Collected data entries
++++++++++++++++++++
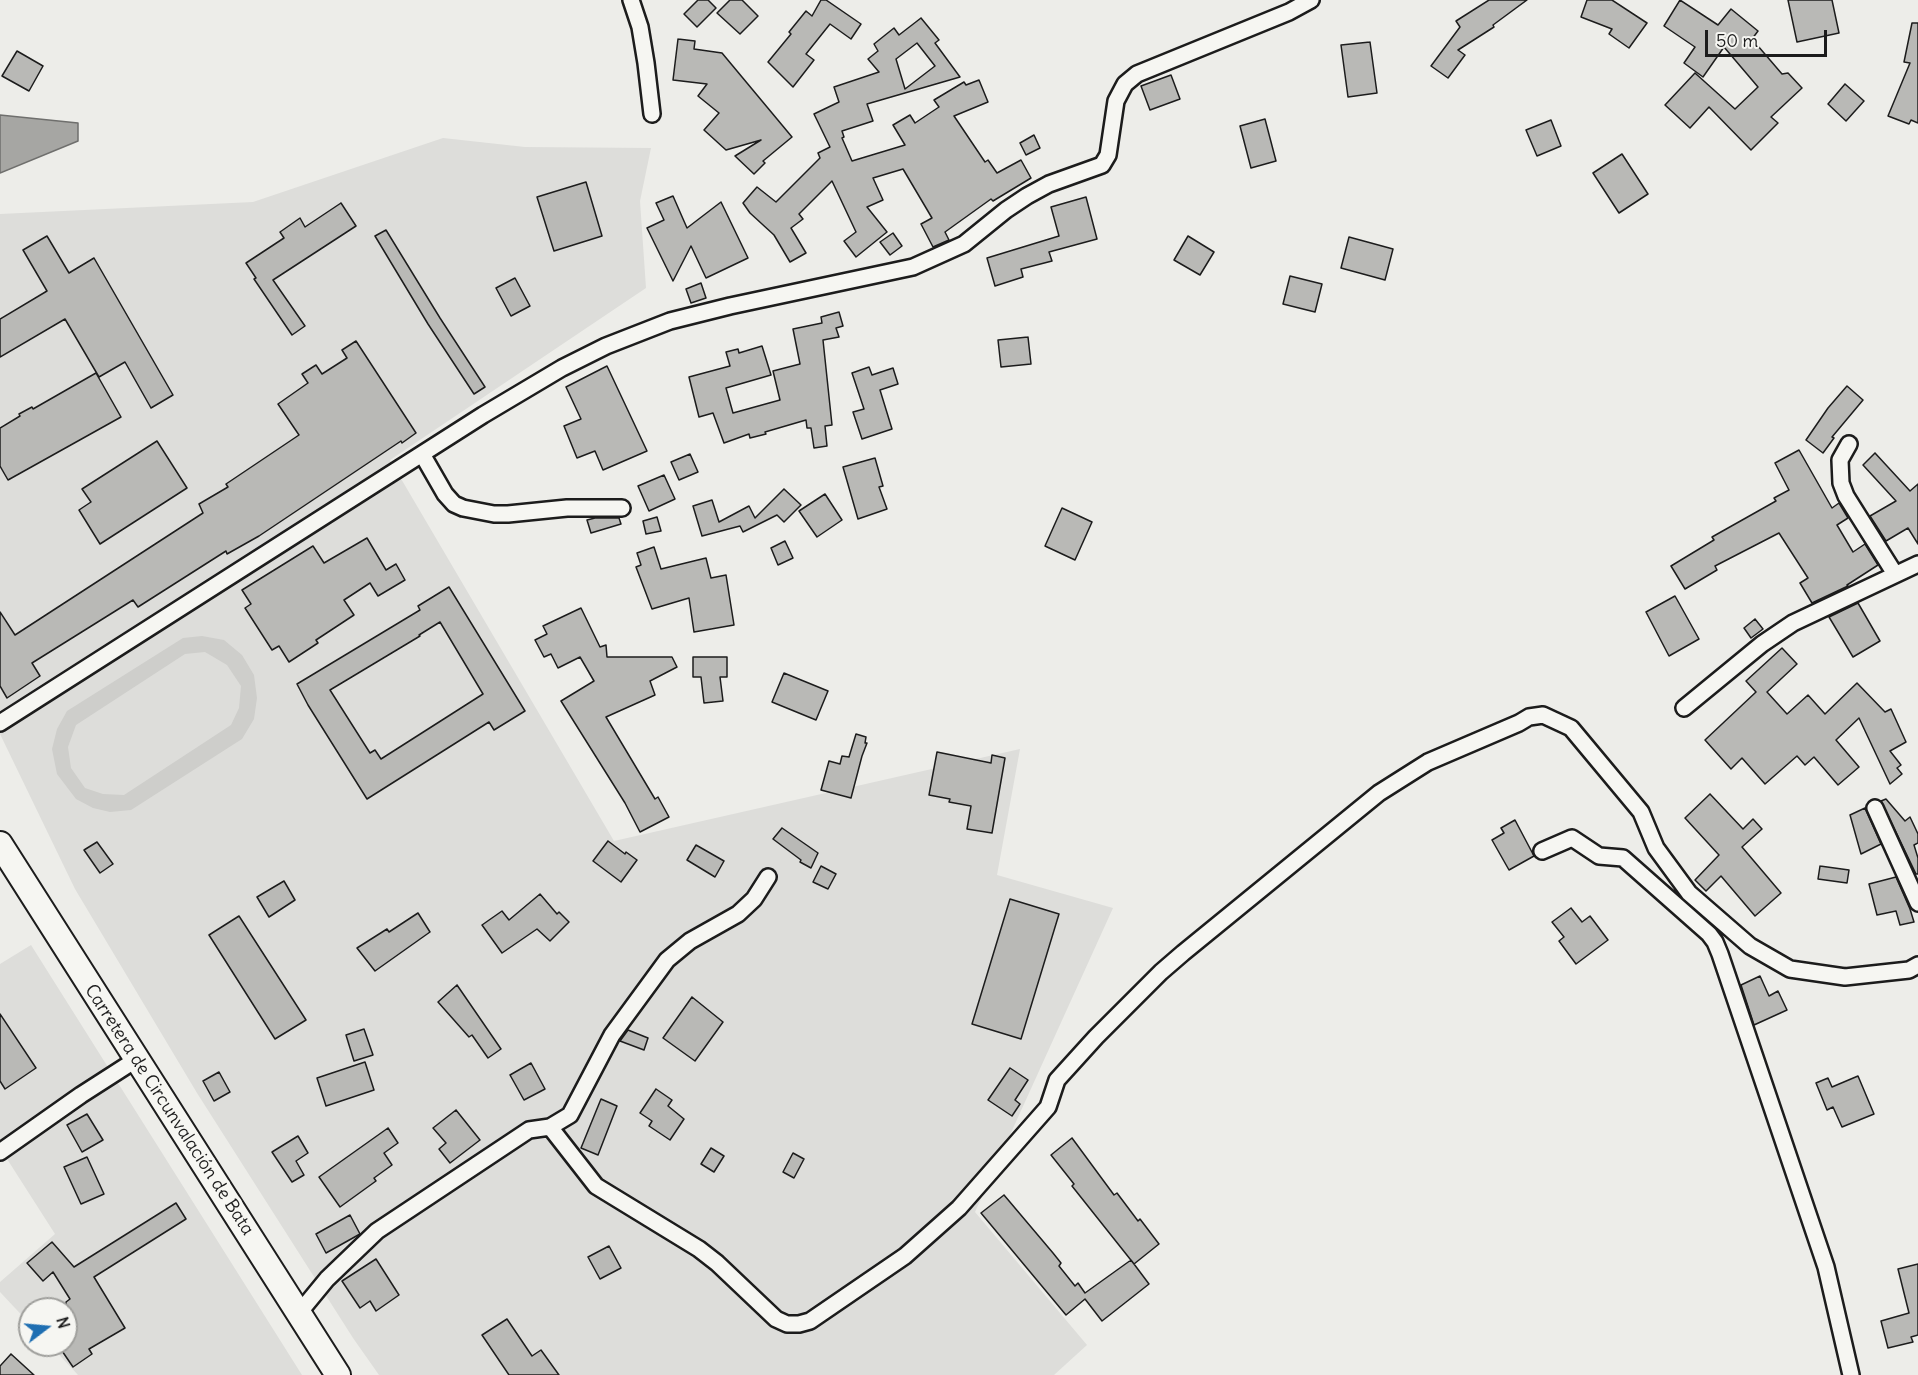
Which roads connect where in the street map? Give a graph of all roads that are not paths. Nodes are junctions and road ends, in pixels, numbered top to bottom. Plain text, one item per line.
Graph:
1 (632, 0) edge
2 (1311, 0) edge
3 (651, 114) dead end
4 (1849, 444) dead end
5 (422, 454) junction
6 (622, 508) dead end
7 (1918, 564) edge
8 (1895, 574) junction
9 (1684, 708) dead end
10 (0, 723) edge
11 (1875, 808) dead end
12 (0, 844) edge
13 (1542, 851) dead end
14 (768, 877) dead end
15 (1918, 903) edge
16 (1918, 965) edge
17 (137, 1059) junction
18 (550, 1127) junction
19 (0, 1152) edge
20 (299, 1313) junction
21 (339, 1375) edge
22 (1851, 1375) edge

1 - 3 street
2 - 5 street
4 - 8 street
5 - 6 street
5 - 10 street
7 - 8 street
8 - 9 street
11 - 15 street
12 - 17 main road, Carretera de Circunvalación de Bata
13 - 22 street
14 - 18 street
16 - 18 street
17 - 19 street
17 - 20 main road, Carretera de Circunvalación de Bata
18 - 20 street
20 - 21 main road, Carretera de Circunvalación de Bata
++++++++++++++++++++
Please return the records above exactly as written, dropping every picture.

[SOLUTION FOR THIS TASK]
Which roads connect where in the street map? Give a graph of all roads that are not paths. Nodes are junctions and road ends, in pixels, numbered top to bottom. Plain text, one item per line.
Graph:
1 (632, 0) edge
2 (1311, 0) edge
3 (651, 114) dead end
4 (1849, 444) dead end
5 (422, 454) junction
6 (622, 508) dead end
7 (1918, 564) edge
8 (1895, 574) junction
9 (1684, 708) dead end
10 (0, 723) edge
11 (1875, 808) dead end
12 (0, 844) edge
13 (1542, 851) dead end
14 (768, 877) dead end
15 (1918, 903) edge
16 (1918, 965) edge
17 (137, 1059) junction
18 (550, 1127) junction
19 (0, 1152) edge
20 (299, 1313) junction
21 (339, 1375) edge
22 (1851, 1375) edge

1 - 3 street
2 - 5 street
4 - 8 street
5 - 6 street
5 - 10 street
7 - 8 street
8 - 9 street
11 - 15 street
12 - 17 main road, Carretera de Circunvalación de Bata
13 - 22 street
14 - 18 street
16 - 18 street
17 - 19 street
17 - 20 main road, Carretera de Circunvalación de Bata
18 - 20 street
20 - 21 main road, Carretera de Circunvalación de Bata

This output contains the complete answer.